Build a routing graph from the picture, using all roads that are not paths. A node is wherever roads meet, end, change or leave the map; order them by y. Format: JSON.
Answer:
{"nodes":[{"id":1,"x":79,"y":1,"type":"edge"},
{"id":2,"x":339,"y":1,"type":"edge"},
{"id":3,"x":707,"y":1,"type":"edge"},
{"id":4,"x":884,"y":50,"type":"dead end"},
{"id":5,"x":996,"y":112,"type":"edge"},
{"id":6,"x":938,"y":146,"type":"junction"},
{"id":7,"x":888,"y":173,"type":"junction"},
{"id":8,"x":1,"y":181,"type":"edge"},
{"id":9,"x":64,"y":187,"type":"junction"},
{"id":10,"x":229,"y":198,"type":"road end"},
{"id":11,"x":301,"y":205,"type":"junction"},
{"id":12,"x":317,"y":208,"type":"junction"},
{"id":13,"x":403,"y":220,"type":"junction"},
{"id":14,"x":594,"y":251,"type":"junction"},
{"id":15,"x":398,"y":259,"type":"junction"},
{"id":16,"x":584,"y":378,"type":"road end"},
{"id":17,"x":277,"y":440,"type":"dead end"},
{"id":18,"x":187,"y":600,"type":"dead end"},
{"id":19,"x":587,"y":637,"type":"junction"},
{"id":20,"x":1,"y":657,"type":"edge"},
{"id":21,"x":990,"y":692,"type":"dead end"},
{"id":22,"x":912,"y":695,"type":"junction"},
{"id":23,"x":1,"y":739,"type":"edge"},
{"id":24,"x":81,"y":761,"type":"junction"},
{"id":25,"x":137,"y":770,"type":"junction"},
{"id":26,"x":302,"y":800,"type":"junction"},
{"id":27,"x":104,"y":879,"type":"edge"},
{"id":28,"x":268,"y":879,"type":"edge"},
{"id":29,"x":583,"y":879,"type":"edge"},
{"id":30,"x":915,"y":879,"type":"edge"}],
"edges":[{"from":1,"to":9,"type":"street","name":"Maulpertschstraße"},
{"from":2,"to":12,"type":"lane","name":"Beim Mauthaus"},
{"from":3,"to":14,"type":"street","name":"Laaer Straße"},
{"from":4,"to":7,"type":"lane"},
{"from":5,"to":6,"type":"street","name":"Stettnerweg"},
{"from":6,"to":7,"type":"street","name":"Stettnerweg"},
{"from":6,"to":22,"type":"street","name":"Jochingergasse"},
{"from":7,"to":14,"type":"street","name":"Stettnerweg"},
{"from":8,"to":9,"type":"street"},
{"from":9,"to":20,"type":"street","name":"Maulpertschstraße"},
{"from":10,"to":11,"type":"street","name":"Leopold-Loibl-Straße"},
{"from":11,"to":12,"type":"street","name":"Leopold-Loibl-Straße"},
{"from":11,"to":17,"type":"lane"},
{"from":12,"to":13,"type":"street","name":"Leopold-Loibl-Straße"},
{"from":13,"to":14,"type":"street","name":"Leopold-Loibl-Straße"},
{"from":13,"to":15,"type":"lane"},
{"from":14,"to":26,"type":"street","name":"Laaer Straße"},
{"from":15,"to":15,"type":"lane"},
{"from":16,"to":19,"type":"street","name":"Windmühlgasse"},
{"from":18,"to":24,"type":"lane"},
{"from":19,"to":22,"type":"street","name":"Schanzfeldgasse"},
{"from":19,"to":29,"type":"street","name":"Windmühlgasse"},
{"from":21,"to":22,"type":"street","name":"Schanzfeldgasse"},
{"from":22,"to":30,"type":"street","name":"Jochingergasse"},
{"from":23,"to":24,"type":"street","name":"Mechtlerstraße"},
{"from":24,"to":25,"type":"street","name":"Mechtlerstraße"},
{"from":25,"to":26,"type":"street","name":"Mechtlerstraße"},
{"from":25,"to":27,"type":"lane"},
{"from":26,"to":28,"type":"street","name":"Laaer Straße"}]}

- - - - - - -

(Task description)
Starting with the first line, give back the whole listing exactly.

(Solution below)
Build a routing graph from the picture, using all roads that are not paths. A node is wherever roads meet, end, change or leave the map; order them by y. Format: JSON.
Answer:
{"nodes":[{"id":1,"x":79,"y":1,"type":"edge"},
{"id":2,"x":339,"y":1,"type":"edge"},
{"id":3,"x":707,"y":1,"type":"edge"},
{"id":4,"x":884,"y":50,"type":"dead end"},
{"id":5,"x":996,"y":112,"type":"edge"},
{"id":6,"x":938,"y":146,"type":"junction"},
{"id":7,"x":888,"y":173,"type":"junction"},
{"id":8,"x":1,"y":181,"type":"edge"},
{"id":9,"x":64,"y":187,"type":"junction"},
{"id":10,"x":229,"y":198,"type":"road end"},
{"id":11,"x":301,"y":205,"type":"junction"},
{"id":12,"x":317,"y":208,"type":"junction"},
{"id":13,"x":403,"y":220,"type":"junction"},
{"id":14,"x":594,"y":251,"type":"junction"},
{"id":15,"x":398,"y":259,"type":"junction"},
{"id":16,"x":584,"y":378,"type":"road end"},
{"id":17,"x":277,"y":440,"type":"dead end"},
{"id":18,"x":187,"y":600,"type":"dead end"},
{"id":19,"x":587,"y":637,"type":"junction"},
{"id":20,"x":1,"y":657,"type":"edge"},
{"id":21,"x":990,"y":692,"type":"dead end"},
{"id":22,"x":912,"y":695,"type":"junction"},
{"id":23,"x":1,"y":739,"type":"edge"},
{"id":24,"x":81,"y":761,"type":"junction"},
{"id":25,"x":137,"y":770,"type":"junction"},
{"id":26,"x":302,"y":800,"type":"junction"},
{"id":27,"x":104,"y":879,"type":"edge"},
{"id":28,"x":268,"y":879,"type":"edge"},
{"id":29,"x":583,"y":879,"type":"edge"},
{"id":30,"x":915,"y":879,"type":"edge"}],
"edges":[{"from":1,"to":9,"type":"street","name":"Maulpertschstraße"},
{"from":2,"to":12,"type":"lane","name":"Beim Mauthaus"},
{"from":3,"to":14,"type":"street","name":"Laaer Straße"},
{"from":4,"to":7,"type":"lane"},
{"from":5,"to":6,"type":"street","name":"Stettnerweg"},
{"from":6,"to":7,"type":"street","name":"Stettnerweg"},
{"from":6,"to":22,"type":"street","name":"Jochingergasse"},
{"from":7,"to":14,"type":"street","name":"Stettnerweg"},
{"from":8,"to":9,"type":"street"},
{"from":9,"to":20,"type":"street","name":"Maulpertschstraße"},
{"from":10,"to":11,"type":"street","name":"Leopold-Loibl-Straße"},
{"from":11,"to":12,"type":"street","name":"Leopold-Loibl-Straße"},
{"from":11,"to":17,"type":"lane"},
{"from":12,"to":13,"type":"street","name":"Leopold-Loibl-Straße"},
{"from":13,"to":14,"type":"street","name":"Leopold-Loibl-Straße"},
{"from":13,"to":15,"type":"lane"},
{"from":14,"to":26,"type":"street","name":"Laaer Straße"},
{"from":15,"to":15,"type":"lane"},
{"from":16,"to":19,"type":"street","name":"Windmühlgasse"},
{"from":18,"to":24,"type":"lane"},
{"from":19,"to":22,"type":"street","name":"Schanzfeldgasse"},
{"from":19,"to":29,"type":"street","name":"Windmühlgasse"},
{"from":21,"to":22,"type":"street","name":"Schanzfeldgasse"},
{"from":22,"to":30,"type":"street","name":"Jochingergasse"},
{"from":23,"to":24,"type":"street","name":"Mechtlerstraße"},
{"from":24,"to":25,"type":"street","name":"Mechtlerstraße"},
{"from":25,"to":26,"type":"street","name":"Mechtlerstraße"},
{"from":25,"to":27,"type":"lane"},
{"from":26,"to":28,"type":"street","name":"Laaer Straße"}]}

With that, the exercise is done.